第6話

 晴れ渡った空は虹色。

 頭上には大きな朱い月と、真珠色に輝く小さな月が浮かんでいる。

 木々の葉は緑に色づき、湿った優しい匂いがする。

 遠くから滝の水音が聞こえ、秋令は一角獣とともに緩やかな斜面を駆け下りた。

「待ってよ、秋令。走ったら危ないわ」

「平気よ、これくらい」

 呼び止める鈴花に言い返し、秋令は先を急ぐ。

 やがて、眼下に澄んだ冷泉が見えてきた。


 秋令は岩場に膝をつき、冷泉の水面に手を伸ばす。

「冷たい」

 思った以上の水の冷たさに、大丈夫だろうかと一角獣を振り返る。

 だが、一角獣は秋令の心配をよそに、ためらいもなく冷泉に飛び込んだ。

 水しぶきが、容赦なく秋令を頭から濡らした。

 遅れて追いついた鈴花が、ぷっと吹き出す。

「やだ、秋令。いい格好ね」

「笑わないでよ」

 秋令はその場で靴を脱ぎ、長い裳を腰にたくし上げて、括り袴を膝上まで捲り上げた。

「どうせもっと濡れるんだから、捲り上げても同じじゃない?」

「いいの。このほうが動きやすいから」

 ブラシを持って冷泉に入る秋令に続き、鈴花も靴を脱いで冷泉に足を入れた。こちらは申し訳程度に裳の片裾を腰紐に挟んだだけだ。

 ふたりは一角獣を挟むように立ち、濡らしたブラシで丁寧に頭から首、肩へと撫でるように洗う。

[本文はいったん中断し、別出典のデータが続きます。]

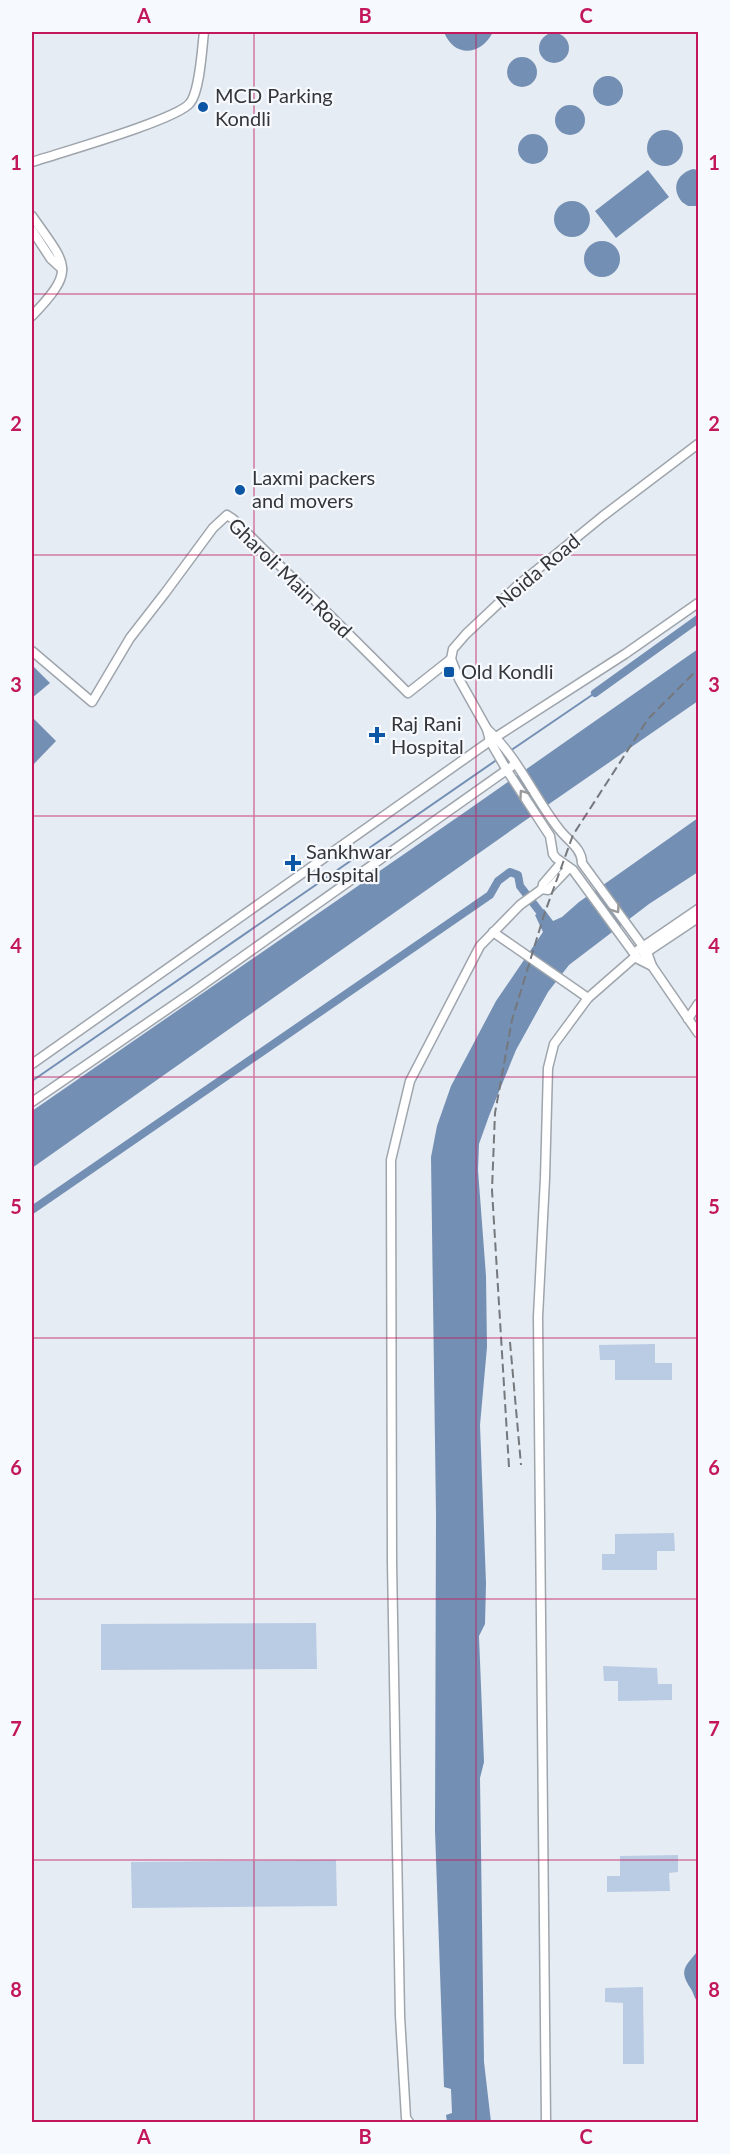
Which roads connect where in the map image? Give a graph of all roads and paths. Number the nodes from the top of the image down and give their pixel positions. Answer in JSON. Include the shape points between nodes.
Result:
{"nodes":[{"id":1,"x":204,"y":32,"type":"edge"},
{"id":2,"x":32,"y":162,"type":"edge"},
{"id":3,"x":32,"y":216,"type":"edge"},
{"id":4,"x":32,"y":230,"type":"edge"},
{"id":5,"x":63,"y":269,"type":"junction"},
{"id":6,"x":32,"y":316,"type":"edge"},
{"id":7,"x":699,"y":444,"type":"edge"},
{"id":8,"x":699,"y":603,"type":"edge"},
{"id":9,"x":32,"y":651,"type":"edge"},
{"id":10,"x":451,"y":659,"type":"junction"},
{"id":11,"x":495,"y":743,"type":"junction"},
{"id":12,"x":510,"y":765,"type":"junction"},
{"id":13,"x":542,"y":813,"type":"junction"},
{"id":14,"x":567,"y":838,"type":"junction"},
{"id":15,"x":551,"y":844,"type":"junction"},
{"id":16,"x":582,"y":863,"type":"junction"},
{"id":17,"x":568,"y":867,"type":"junction"},
{"id":18,"x":699,"y":909,"type":"edge"},
{"id":19,"x":699,"y":918,"type":"edge"},
{"id":20,"x":493,"y":932,"type":"junction"},
{"id":21,"x":642,"y":947,"type":"junction"},
{"id":22,"x":634,"y":954,"type":"junction"},
{"id":23,"x":652,"y":966,"type":"junction"},
{"id":24,"x":588,"y":998,"type":"junction"},
{"id":25,"x":699,"y":1004,"type":"edge"},
{"id":26,"x":688,"y":1019,"type":"junction"},
{"id":27,"x":699,"y":1033,"type":"edge"},
{"id":28,"x":32,"y":1064,"type":"edge"},
{"id":29,"x":32,"y":1102,"type":"edge"},
{"id":30,"x":406,"y":2121,"type":"edge"},
{"id":31,"x":546,"y":2122,"type":"edge"}],
"edges":[{"from":1,"to":2,"type":"street","via":[[196,90],[183,111]]},
{"from":3,"to":5,"type":"street","via":[[56,250]]},
{"from":4,"to":5,"type":"street","via":[[51,259]]},
{"from":5,"to":6,"type":"street","via":[[58,287]]},
{"from":7,"to":10,"type":"street","name":"Noida Road","via":[[517,586],[466,634],[453,649]]},
{"from":8,"to":11,"type":"street"},
{"from":9,"to":10,"type":"street","name":"Gharoli Main Road","via":[[92,702],[130,638],[227,515],[408,693]]},
{"from":10,"to":11,"type":"street"},
{"from":11,"to":12,"type":"street"},
{"from":11,"to":28,"type":"street"},
{"from":12,"to":13,"type":"street"},
{"from":12,"to":29,"type":"street","via":[[365,872]]},
{"from":13,"to":14,"type":"street"},
{"from":13,"to":15,"type":"street"},
{"from":14,"to":15,"type":"street","via":[[556,838]]},
{"from":14,"to":16,"type":"street","via":[[579,851]]},
{"from":15,"to":17,"type":"street","via":[[553,854]]},
{"from":16,"to":17,"type":"street"},
{"from":16,"to":21,"type":"street","one_way":true},
{"from":17,"to":20,"type":"street","via":[[543,884]]},
{"from":17,"to":22,"type":"street"},
{"from":18,"to":21,"type":"street"},
{"from":19,"to":21,"type":"street"},
{"from":20,"to":24,"type":"street"},
{"from":20,"to":30,"type":"street","via":[[480,946],[414,1070],[391,1160],[392,1526],[400,2016]]},
{"from":21,"to":22,"type":"street"},
{"from":21,"to":23,"type":"street"},
{"from":22,"to":23,"type":"street"},
{"from":22,"to":24,"type":"street"},
{"from":23,"to":26,"type":"street"},
{"from":24,"to":31,"type":"street","via":[[554,1044],[548,1068],[538,1300]]},
{"from":25,"to":26,"type":"street"},
{"from":26,"to":27,"type":"street"}]}
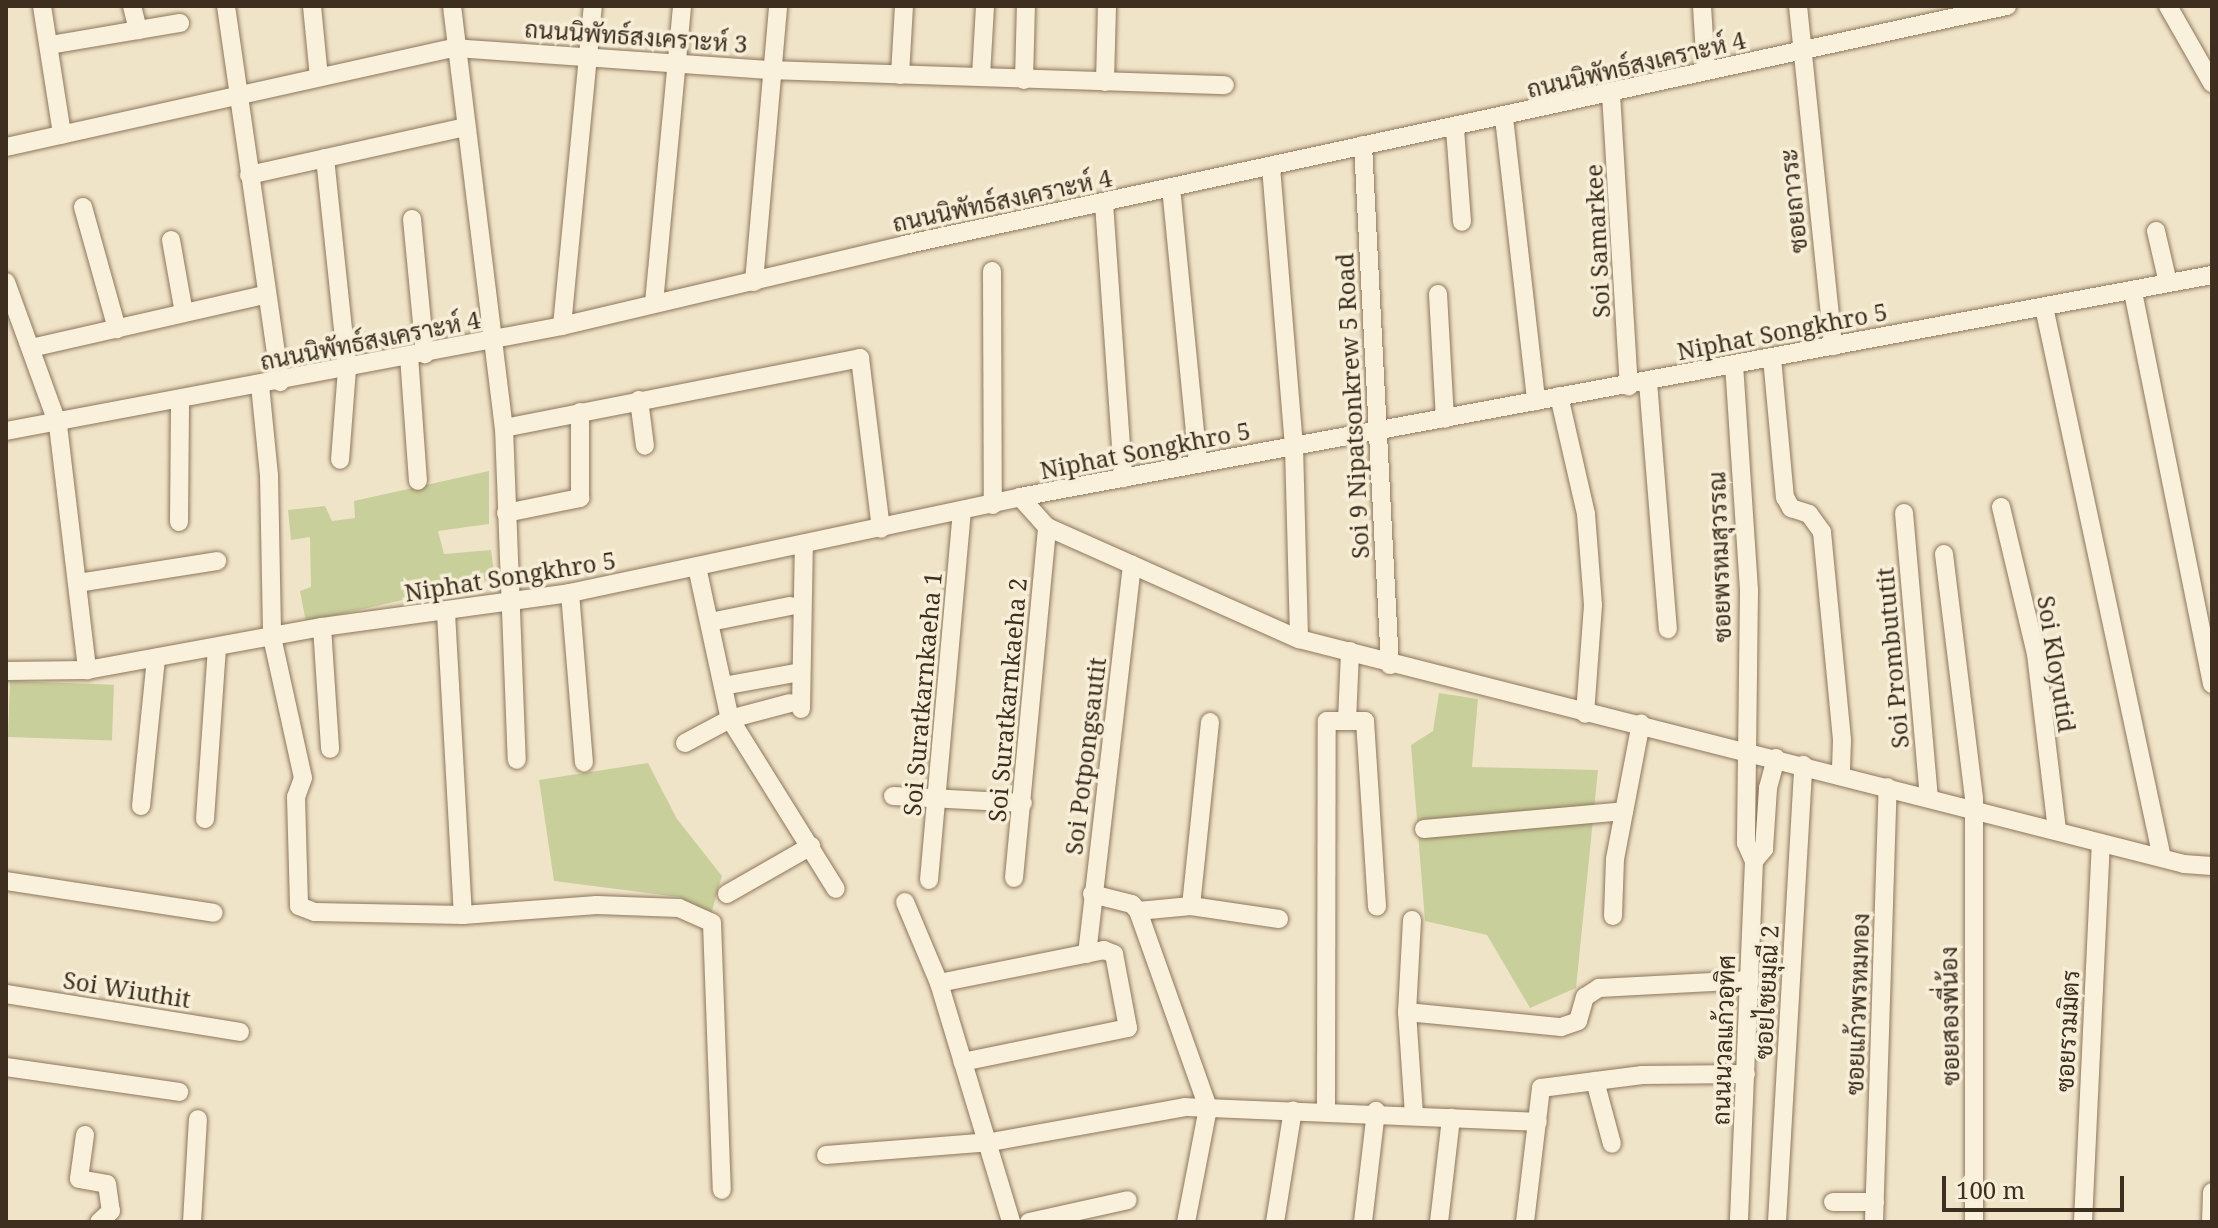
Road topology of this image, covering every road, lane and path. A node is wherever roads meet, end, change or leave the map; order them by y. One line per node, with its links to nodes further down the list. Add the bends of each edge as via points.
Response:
1 (42, 6): 20 (street)
2 (132, 6): 19 (street)
3 (226, 6): 35 (street)
4 (312, 6): 29 (street)
5 (452, 6): 21 (street)
6 (593, 6): 23 (street)
7 (682, 6): 24 (street)
8 (778, 6): 25 (street)
9 (904, 6): 27 (street)
10 (985, 6): 28 (street)
11 (1026, 6): 30 (street)
12 (1107, 6): 31 (street)
13 (1702, 6): 26 (street)
14 (1798, 6): 22 (street, ซอยถาวระ)
15 (2007, 6): 17 (street, ถนนนิพัทธ์สงเคราะห์ 4)
16 (2168, 6): 32 (street)
17 (1935, 14): 22 (street, ถนนนิพัทธ์สงเคราะห์ 4)
18 (180, 23): 19 (street)
19 (138, 30): 20 (street)
20 (50, 45): 39 (street)
21 (454, 48): 23 (street, ถนนนิพัทธ์สงเคราะห์ 3); 29 (street, ถนนนิพัทธ์สงเคราะห์ 3); 37 (street)
22 (1802, 52): 26 (street, ถนนนิพัทธ์สงเคราะห์ 4); 67 (street, ซอยถาวระ)
23 (587, 56): 24 (street, ถนนนิพัทธ์สงเคราะห์ 3); 64 (street)
24 (674, 61): 25 (street, ถนนนิพัทธ์สงเคราะห์ 3); 60 (street)
25 (770, 70): 27 (street, ถนนนิพัทธ์สงเคราะห์ 3); 55 (street)
26 (1706, 71): 34 (street, ถนนนิพัทธ์สงเคราะห์ 4)
27 (900, 75): 28 (street, ถนนนิพัทธ์สงเคราะห์ 3)
28 (981, 76): 30 (street, ถนนนิพัทธ์สงเคราะห์ 3)
29 (319, 77): 35 (street, ถนนนิพัทธ์สงเคราะห์ 3)
30 (1024, 80): 31 (street, ถนนนิพัทธ์สงเคราะห์ 3)
31 (1105, 82): 33 (street, ถนนนิพัทธ์สงเคราะห์ 3)
32 (2212, 83)
33 (1225, 85)
34 (1611, 94): 36 (street, ถนนนิพัทธ์สงเคราะห์ 4); 76 (street, Soi Samarkee)
35 (236, 96): 39 (street, ถนนนิพัทธ์สงเคราะห์ 3); 44 (street)
36 (1504, 118): 38 (street, ถนนนิพัทธ์สงเคราะห์ 4); 80 (street)
37 (466, 127): 42 (street); 66 (street)
38 (1455, 129): 40 (street, ถนนนิพัทธ์สงเคราะห์ 4); 49 (street)
39 (62, 134): 41 (street, ถนนนิพัทธ์สงเคราะห์ 3)
40 (1363, 145): 43 (street, ถนนนิพัทธ์สงเคราะห์ 4); 86 (street, Soi 9 Nipatsonkrew 5 Road)
41 (6, 147)
42 (325, 158): 44 (street); 72 (street)
43 (1271, 167): 45 (street, ถนนนิพัทธ์สงเคราะห์ 4); 88 (street)
44 (249, 175): 59 (street)
45 (1171, 187): 46 (street, ถนนนิพัทธ์สงเคราะห์ 4); 90 (street)
46 (1104, 203): 55 (street, ถนนนิพัทธ์สงเคราะห์ 4); 91 (street)
47 (83, 207): 65 (street)
48 (412, 219): 69 (street)
49 (1462, 222)
50 (2156, 231): 56 (street)
51 (171, 240): 62 (street)
52 (992, 271): 94 (street)
53 (2212, 275): 56 (street, Niphat Songkhro 5)
54 (6, 282): 63 (street)
55 (754, 282): 60 (street, ถนนนิพัทธ์สงเคราะห์ 4)
56 (2168, 283): 57 (street, Niphat Songkhro 5)
57 (2133, 292): 61 (street, Niphat Songkhro 5); 124 (street)
58 (1438, 294): 82 (street)
59 (265, 295): 62 (street); 73 (street)
60 (654, 303): 64 (street, ถนนนิพัทธ์สงเคราะห์ 4)
61 (2044, 307): 67 (street, Niphat Songkhro 5); 152 (street)
62 (184, 313): 65 (street)
63 (14, 321): 68 (street)
64 (562, 326): 66 (street, ถนนนิพัทธ์สงเคราะห์ 4)
65 (117, 329): 68 (street)
66 (490, 341): 69 (street, ถนนนิพัทธ์สงเคราะห์ 4); 84 (street)
67 (1833, 346): 70 (street, Niphat Songkhro 5)
68 (31, 348): 83 (street)
69 (417, 355): 72 (street, ถนนนิพัทธ์สงเคราะห์ 4); 92 (street)
70 (1772, 358): 71 (street, Niphat Songkhro 5); 138 (street, via 1785,497 1791,508 1809,514 1822,532)
71 (1734, 364): 74 (street, Niphat Songkhro 5); 133 (street, ซอยพรหมสุวรรณ, via 1749,591)
72 (347, 369): 73 (street, ถนนนิพัทธ์สงเคราะห์ 4); 89 (street)
73 (280, 382): 75 (street, ถนนนิพัทธ์สงเคราะห์ 4)
74 (1648, 382): 76 (street, Niphat Songkhro 5); 114 (street)
75 (260, 385): 78 (street, ถนนนิพัทธ์สงเคราะห์ 4); 115 (street, via 269,475)
76 (1629, 386): 77 (street, Niphat Songkhro 5)
77 (1559, 396): 80 (street, Niphat Songkhro 5); 126 (street, via 1586,514 1593,605)
78 (180, 400): 83 (street, ถนนนิพัทธ์สงเคราะห์ 4); 99 (street)
79 (639, 400): 81 (street); 87 (street); 101 (street, via 860,358)
80 (1536, 401): 82 (street, Niphat Songkhro 5)
81 (580, 412): 84 (street); 97 (street, via 580,498)
82 (1445, 419): 86 (street, Niphat Songkhro 5)
83 (58, 425): 85 (street, ถนนนิพัทธ์สงเคราะห์ 4); 107 (street)
84 (504, 428): 97 (street)
85 (6, 431)
86 (1377, 432): 88 (street, Niphat Songkhro 5); 120 (street, Soi 9 Nipatsonkrew 5 Road)
87 (645, 446)
88 (1294, 446): 90 (street, Niphat Songkhro 5); 116 (street)
89 (340, 460)
90 (1198, 464): 91 (street, Niphat Songkhro 5)
91 (1123, 478): 93 (street, Niphat Songkhro 5)
92 (418, 481)
93 (1020, 497): 94 (street, Niphat Songkhro 5); 100 (street)
94 (993, 505): 96 (street, Niphat Songkhro 5)
95 (2001, 507): 149 (street, Soi Kloyutid, via 2036,654)
96 (962, 512): 101 (street, Niphat Songkhro 5); 142 (street, Soi Suratkarnkaeha 1)
97 (506, 513): 109 (street)
98 (1904, 513): 141 (street, Soi Prombututit)
99 (179, 522)
100 (1047, 527): 105 (street); 143 (street, Soi Suratkarnkaeha 2)
101 (881, 529): 102 (street, Niphat Songkhro 5)
102 (804, 544): 106 (street, Niphat Songkhro 5); 123 (street)
103 (1944, 554): 145 (street, ซอยสองพี่น้อง, via 1970,760)
104 (217, 561): 107 (street)
105 (1132, 565): 116 (street); 160 (street, Soi Potpongsautit)
106 (697, 567): 108 (street, Niphat Songkhro 5); 112 (street)
107 (78, 583): 121 (street)
108 (570, 593): 109 (street, Niphat Songkhro 5); 136 (street)
109 (511, 602): 111 (street, Niphat Songkhro 5); 135 (street)
110 (790, 606): 112 (street)
111 (446, 613): 113 (street, Niphat Songkhro 5); 166 (street)
112 (710, 622): 125 (street)
113 (322, 627): 115 (street, Niphat Songkhro 5); 132 (street)
114 (1668, 629)
115 (272, 637): 117 (street, Niphat Songkhro 5); 166 (street, via 302,765 296,797 299,906 315,912)
116 (1299, 639): 118 (street)
117 (217, 647): 119 (street, Niphat Songkhro 5); 147 (street)
118 (1350, 651): 120 (street); 128 (street)
119 (156, 658): 121 (street, Niphat Songkhro 5); 144 (street)
120 (1390, 665): 126 (street)
121 (87, 670): 122 (street, Niphat Songkhro 5)
122 (6, 671)
123 (801, 672): 125 (street); 127 (street, via 795,706)
124 (2212, 684)
125 (723, 686): 127 (street)
126 (1585, 714): 130 (street)
127 (730, 719): 131 (street); 151 (street)
128 (1347, 721): 163 (street, via 1365,721); 183 (street, via 1327,721)
129 (1210, 722): 162 (street)
130 (1641, 723): 133 (street); 146 (street)
131 (685, 743)
132 (330, 749)
133 (1743, 749): 134 (street); 153 (street, ถนนนวลแก้วอุทิศ, via 1746,843)
134 (1776, 758): 137 (street); 153 (street, ถนนนวลแก้วอุทิศ, via 1768,788 1764,849)
135 (517, 760)
136 (584, 762)
137 (1803, 765): 138 (street); 208 (street, ซอยไชยมุณี 2)
138 (1841, 774): 139 (street)
139 (1888, 787): 141 (street); 197 (street, ซอยแก้วพรหมทอง)
140 (893, 796): 142 (street)
141 (1929, 798): 145 (street)
142 (937, 801): 143 (street); 156 (street, Soi Suratkarnkaeha 1)
143 (1023, 803): 155 (street, Soi Suratkarnkaeha 2)
144 (141, 806)
145 (1971, 810): 149 (street); 210 (street, ซอยสองพี่น้อง)
146 (1624, 811): 148 (street); 167 (street)
147 (205, 819)
148 (1424, 829)
149 (2057, 831): 150 (street)
150 (2101, 843): 152 (street); 211 (street, ซอยรวมมิตร)
151 (811, 846): 158 (street); 159 (street)
152 (2162, 858): 154 (street)
153 (1754, 861): 171 (street, ถนนนวลแก้วอุทิศ)
154 (2212, 866)
155 (1014, 878)
156 (929, 880)
157 (6, 881): 165 (street)
158 (836, 889)
159 (727, 894)
160 (1092, 894): 164 (street, via 1132,904); 170 (street, Soi Potpongsautit)
161 (905, 902): 172 (street)
162 (1191, 906): 164 (street); 168 (street)
163 (1377, 907)
164 (1138, 911): 181 (street)
165 (214, 913)
166 (463, 915): 193 (street, via 597,905 679,908 712,923)
167 (1613, 916)
168 (1279, 919)
169 (1412, 920): 174 (street)
170 (1087, 954): 172 (street); 176 (street, via 1114,954 1128,1028)
171 (1750, 980): 174 (street, via 1599,988 1585,997 1578,1021 1561,1027); 178 (street, ถนนนวลแก้วอุทิศ)
172 (939, 983): 176 (street)
173 (6, 994): 175 (street, Soi Wiuthit)
174 (1407, 1012): 185 (street)
175 (240, 1032)
176 (962, 1062): 190 (street)
177 (6, 1067): 180 (street)
178 (1746, 1074): 179 (street); 207 (street, ถนนนวลแก้วอุทิศ)
179 (1595, 1081): 188 (street, via 1541,1088); 191 (street)
180 (179, 1092)
181 (1208, 1108): 182 (street); 190 (street, via 1185,1107); 202 (street)
182 (1293, 1110): 183 (street); 203 (street)
183 (1326, 1111): 184 (street)
184 (1376, 1111): 185 (street); 204 (street)
185 (1414, 1114): 186 (street)
186 (1451, 1118): 188 (street); 205 (street)
187 (198, 1119): 199 (street)
188 (1538, 1122): 206 (street)
189 (85, 1135): 198 (street, via 79,1179 107,1184 111,1211)
190 (991, 1142): 192 (street); 200 (street)
191 (1612, 1144)
192 (826, 1155)
193 (722, 1190)
194 (2212, 1192): 212 (street)
195 (1128, 1200): 201 (street)
196 (1833, 1202): 197 (street)
197 (1875, 1202): 209 (street, ซอยแก้วพรหมทอง)
198 (99, 1222)
199 (192, 1222)
200 (1011, 1222)
201 (1029, 1222)
202 (1186, 1222)
203 (1275, 1222)
204 (1363, 1222)
205 (1439, 1222)
206 (1525, 1222)
207 (1739, 1222)
208 (1777, 1222)
209 (1874, 1222)
210 (1974, 1222)
211 (2083, 1222)
212 (2211, 1222)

 気持ちがいいのか、一角獣は目を閉じて為されるがままになっている。

「いい子ね、ネージュ」

 耳の後ろに丁寧にブラシをかけながら、鈴花がささやいた。

 前肢を洗い始めた秋令が、見上げて言う。

「ネージュはほんとうに鈴花にも懐いているのね。兄さまになんか触らせもしないのに」

「そりゃあ、最初にネージュを育てたのは私だもの」

 当然でしょうと、鈴花は自慢げにつんっと鼻を上に向けた。


 中原の郷長一族は、代々世襲により役割を受け継いできた。

 郷長の長男が若長になり、その弟が次代の祭祀老となり月の神を祀る。

 そして、祭祀老の娘が一角獣を育てて巫女姫になり、予知夢を見る――。


 だが、その役割に異変が生じてしまった。

 鈴花が育てた一角獣のネージュが郷長の娘だった秋令に懐き、鈴花が一度も見たことの無かった予知夢を秋令に見せたのだ。

 前例のないことだったが、予知夢を見ない鈴花に巫女姫は務まらない。長老たちの協議の末、秋令が巫女姫の役割を担うことになったのだった。

 さらに、中原に病が流行り、郷長の妻は秋令以外の子を産むことなく亡くなってしまった。

 郷長に後妻を迎える話もあったが、その後、郷長も同じ病に伏してしまった。病床の郷長が後継者に名指ししたのは、赤子のころから息子として育てた月黄泉だった。

 祭祀老の長瀬木にもまだ幼い息子がひとりおり、彼を若長に推す声もあった。だが、郷長の遺言を重んじる者は多く、また、長瀬木の子はいずれ祭祀老を継ぐべきだという意見もあり、月黄泉を若長に据えることで落ち着き今に至っている。


「どうして私たちの代ばかり、前例のないめぐり合わせなのかしらね」

 鈴花が口を尖らせた。

 それは、大きな変化の前兆だ。

 あえて口にする者はいないけれど、誰もがそんな漠然とした不安を胸に抱えていたのだった。